Here his old father habitually sat squatting on his thighs and leaning against the wall and here he sat now, having taken his bowl of food there to sup it, now that the children filled the hut to bursting when they were clamoring. The old man held in one hand the end of a loop of cloth which O-lan had torn from her girdle, and within this loop the girl child staggered to and fro out falling. Thus he spent his days looking after this child wbo had now grown rebellious at having to be in her mother’s hosom as she begged. Besides this, O-lan was again with child and the pressure of the larger child upon her from without was too painful to bear.

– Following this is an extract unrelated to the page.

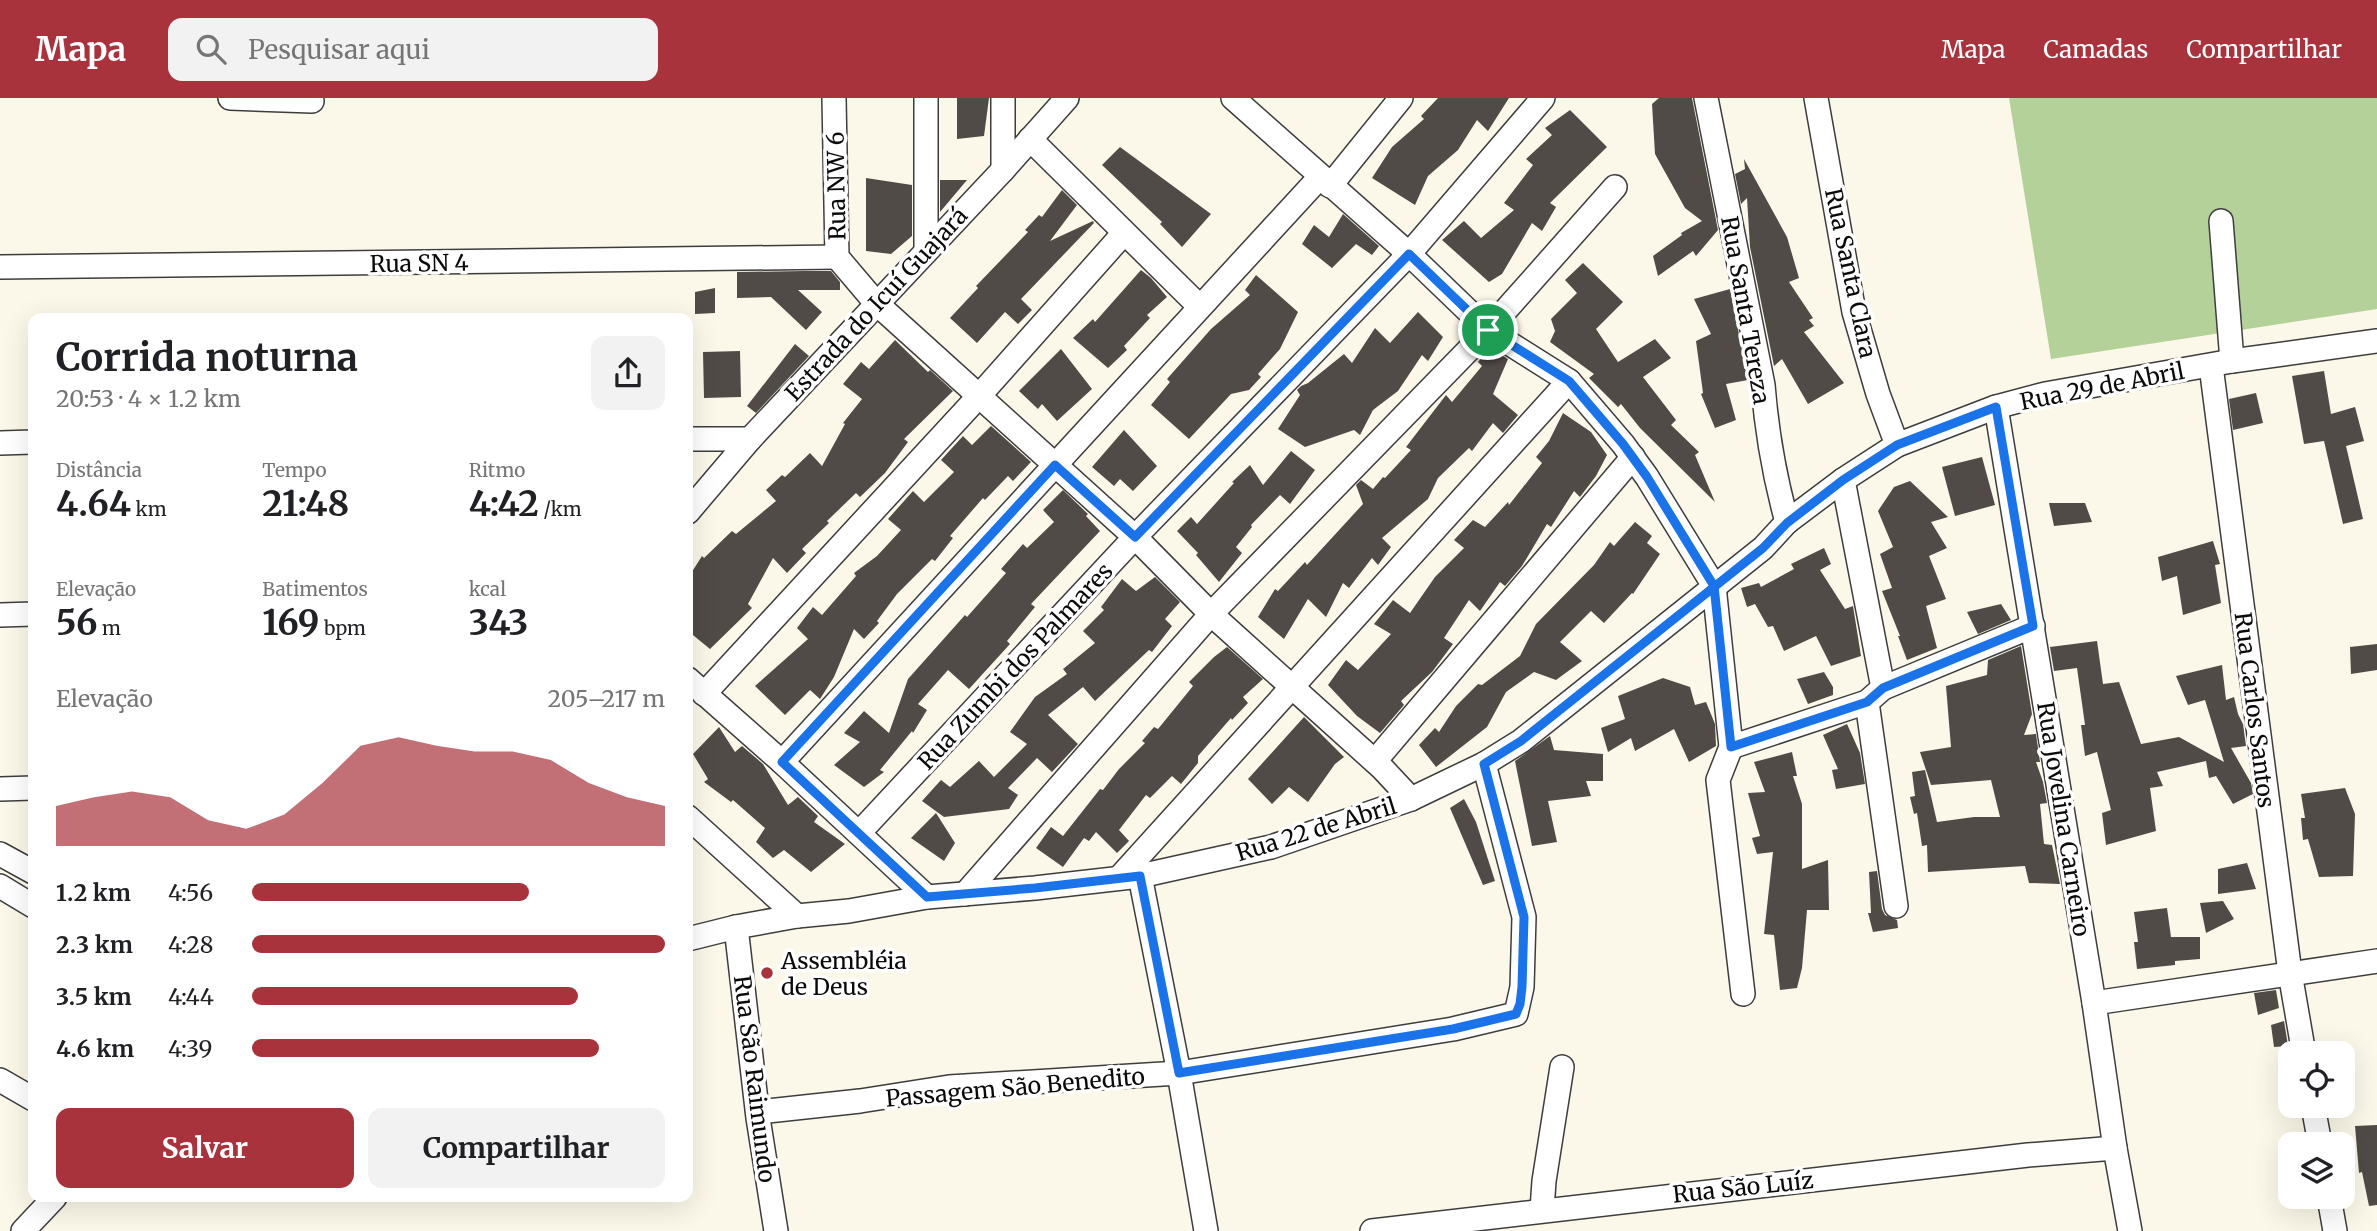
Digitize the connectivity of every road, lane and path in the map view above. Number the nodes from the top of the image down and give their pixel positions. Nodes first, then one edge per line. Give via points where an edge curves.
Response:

Wang Lung watched the child falling and scrambling and falling again and the old man pulling at the loop ends, and standing thus he felt upon his face the mildness of the evening wind and there arose within him a mighty longing for his fields.
“On such a day as this,” he said aloud to his father, “the fields should be turned and the wheat cultivated.”
“Ah,” said the old man tranquilly, “I know what is in your thought. Twice and twice again in my years I have had to do as we did this year and leave the fields and know that there was no seed in them for fresh harvests.”
“But you always went back, my father.”
“There was the land, my son,” said the old man simply.
Well, they also would go back, if not this year, then next, said Wang to his own heart. As long as there was the land! And the thought of it lying there waiting for him, rich with the spring rains, filled him with desire. He went back to the hut and he said roughly to his wife.
“If I had anything to sell I would sell it and go back to the land. Or if it were not for the old head, we would walk though we starved. But how can he and the small child walk a hundred miles? And you, with your burden!”
O-lan had been rinsing the rice bowls with a little water and now she piled them in a corner of the hut and looked up at him from the spot where she squatted.
“There is nothing to sell except the girl,” she answered slowly.
Wang Lung’s breath caught.
“Now, I would not sell a child!” he said loudly.
“I was sold,” she answered very slowly. “I was sold to a great house so that my parents could return to their home.”